▶ **PROBLEM DETAILS**: One number is all that is asked for: the number of lines below that hold the string "hand".

***

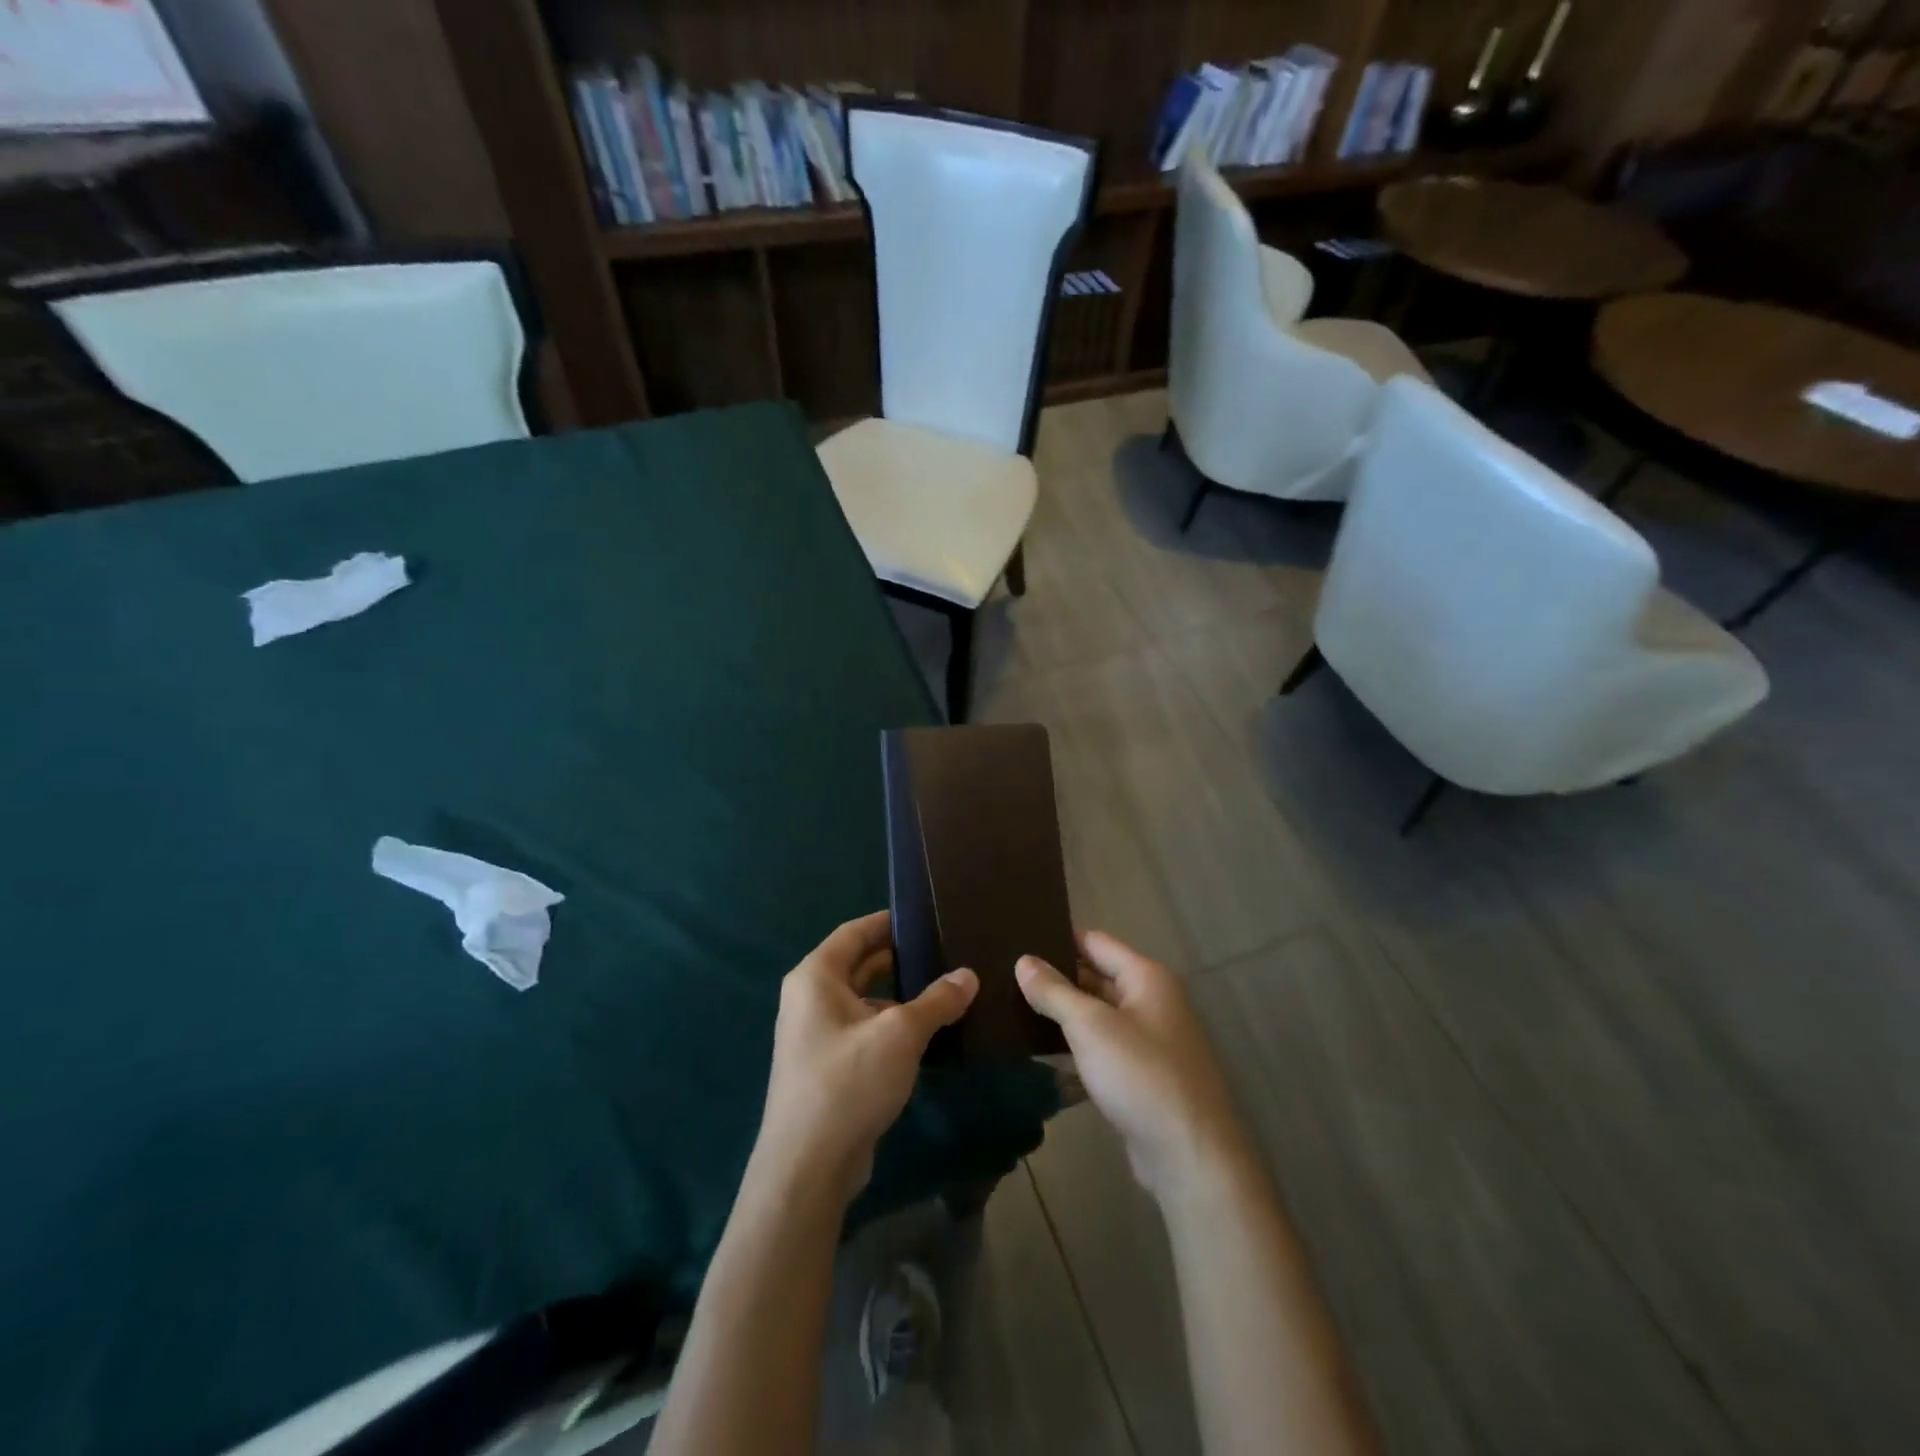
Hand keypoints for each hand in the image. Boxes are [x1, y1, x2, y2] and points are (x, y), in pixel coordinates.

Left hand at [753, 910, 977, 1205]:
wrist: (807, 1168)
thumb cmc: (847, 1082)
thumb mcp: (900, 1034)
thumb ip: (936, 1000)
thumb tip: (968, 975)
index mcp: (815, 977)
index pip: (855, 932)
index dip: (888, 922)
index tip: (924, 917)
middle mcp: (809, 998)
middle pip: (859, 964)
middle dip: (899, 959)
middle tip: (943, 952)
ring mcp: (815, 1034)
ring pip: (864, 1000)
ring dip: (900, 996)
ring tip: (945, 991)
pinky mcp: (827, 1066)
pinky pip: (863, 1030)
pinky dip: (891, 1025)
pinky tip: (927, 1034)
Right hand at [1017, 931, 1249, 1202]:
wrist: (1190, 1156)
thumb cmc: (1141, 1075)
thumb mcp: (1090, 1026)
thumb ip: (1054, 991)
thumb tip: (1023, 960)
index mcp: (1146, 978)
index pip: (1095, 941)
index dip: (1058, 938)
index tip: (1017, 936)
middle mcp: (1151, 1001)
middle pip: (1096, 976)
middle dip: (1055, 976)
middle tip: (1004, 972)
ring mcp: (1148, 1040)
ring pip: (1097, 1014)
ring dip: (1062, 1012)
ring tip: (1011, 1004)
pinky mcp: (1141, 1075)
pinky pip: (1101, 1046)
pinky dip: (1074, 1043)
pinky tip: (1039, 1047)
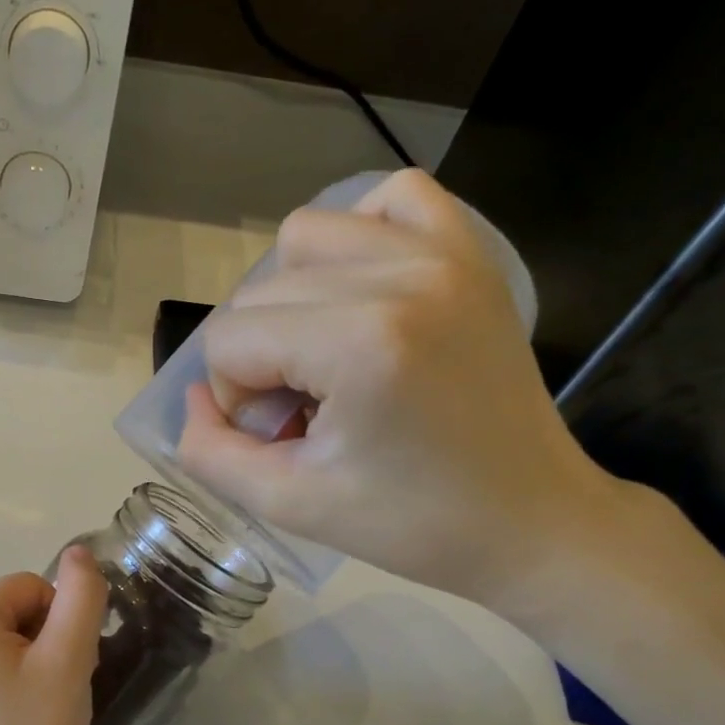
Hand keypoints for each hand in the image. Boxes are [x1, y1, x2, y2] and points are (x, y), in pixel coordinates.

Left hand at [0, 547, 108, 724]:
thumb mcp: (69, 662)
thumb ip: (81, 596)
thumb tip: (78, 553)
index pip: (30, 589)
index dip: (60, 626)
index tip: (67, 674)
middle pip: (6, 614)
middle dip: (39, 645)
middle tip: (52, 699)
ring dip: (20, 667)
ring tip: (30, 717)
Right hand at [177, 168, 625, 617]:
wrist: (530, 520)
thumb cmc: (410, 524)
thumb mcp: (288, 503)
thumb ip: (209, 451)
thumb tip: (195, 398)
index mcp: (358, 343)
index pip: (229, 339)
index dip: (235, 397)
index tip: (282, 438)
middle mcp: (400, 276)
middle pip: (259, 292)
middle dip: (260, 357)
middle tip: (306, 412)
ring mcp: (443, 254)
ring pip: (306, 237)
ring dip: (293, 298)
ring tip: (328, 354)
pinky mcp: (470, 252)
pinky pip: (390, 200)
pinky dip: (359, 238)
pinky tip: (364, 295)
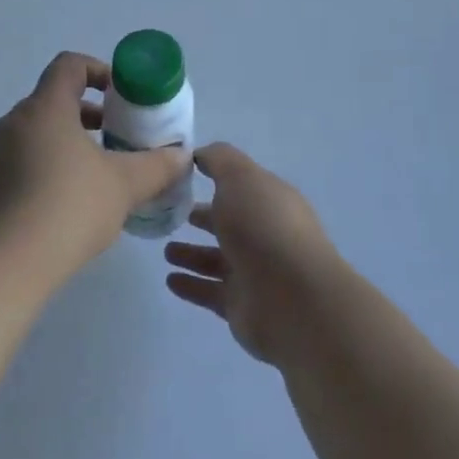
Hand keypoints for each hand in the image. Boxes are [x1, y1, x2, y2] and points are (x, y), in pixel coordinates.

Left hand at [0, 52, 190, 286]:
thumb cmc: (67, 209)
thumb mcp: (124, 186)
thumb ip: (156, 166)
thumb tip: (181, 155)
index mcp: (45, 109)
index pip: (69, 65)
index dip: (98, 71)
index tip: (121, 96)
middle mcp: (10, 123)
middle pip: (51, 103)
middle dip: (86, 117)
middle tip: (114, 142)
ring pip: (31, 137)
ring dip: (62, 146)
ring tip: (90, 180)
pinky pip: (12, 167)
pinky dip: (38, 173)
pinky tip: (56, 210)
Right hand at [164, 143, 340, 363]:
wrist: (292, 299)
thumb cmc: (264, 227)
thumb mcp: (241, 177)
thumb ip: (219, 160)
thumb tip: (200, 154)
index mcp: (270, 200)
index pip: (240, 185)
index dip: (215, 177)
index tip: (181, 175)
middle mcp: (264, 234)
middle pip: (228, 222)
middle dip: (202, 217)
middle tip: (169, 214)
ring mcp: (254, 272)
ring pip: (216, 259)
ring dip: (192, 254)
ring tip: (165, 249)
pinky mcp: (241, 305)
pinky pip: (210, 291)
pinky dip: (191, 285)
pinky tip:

***

▶ **OUTPUT FOR THIS EXERCISE**: 9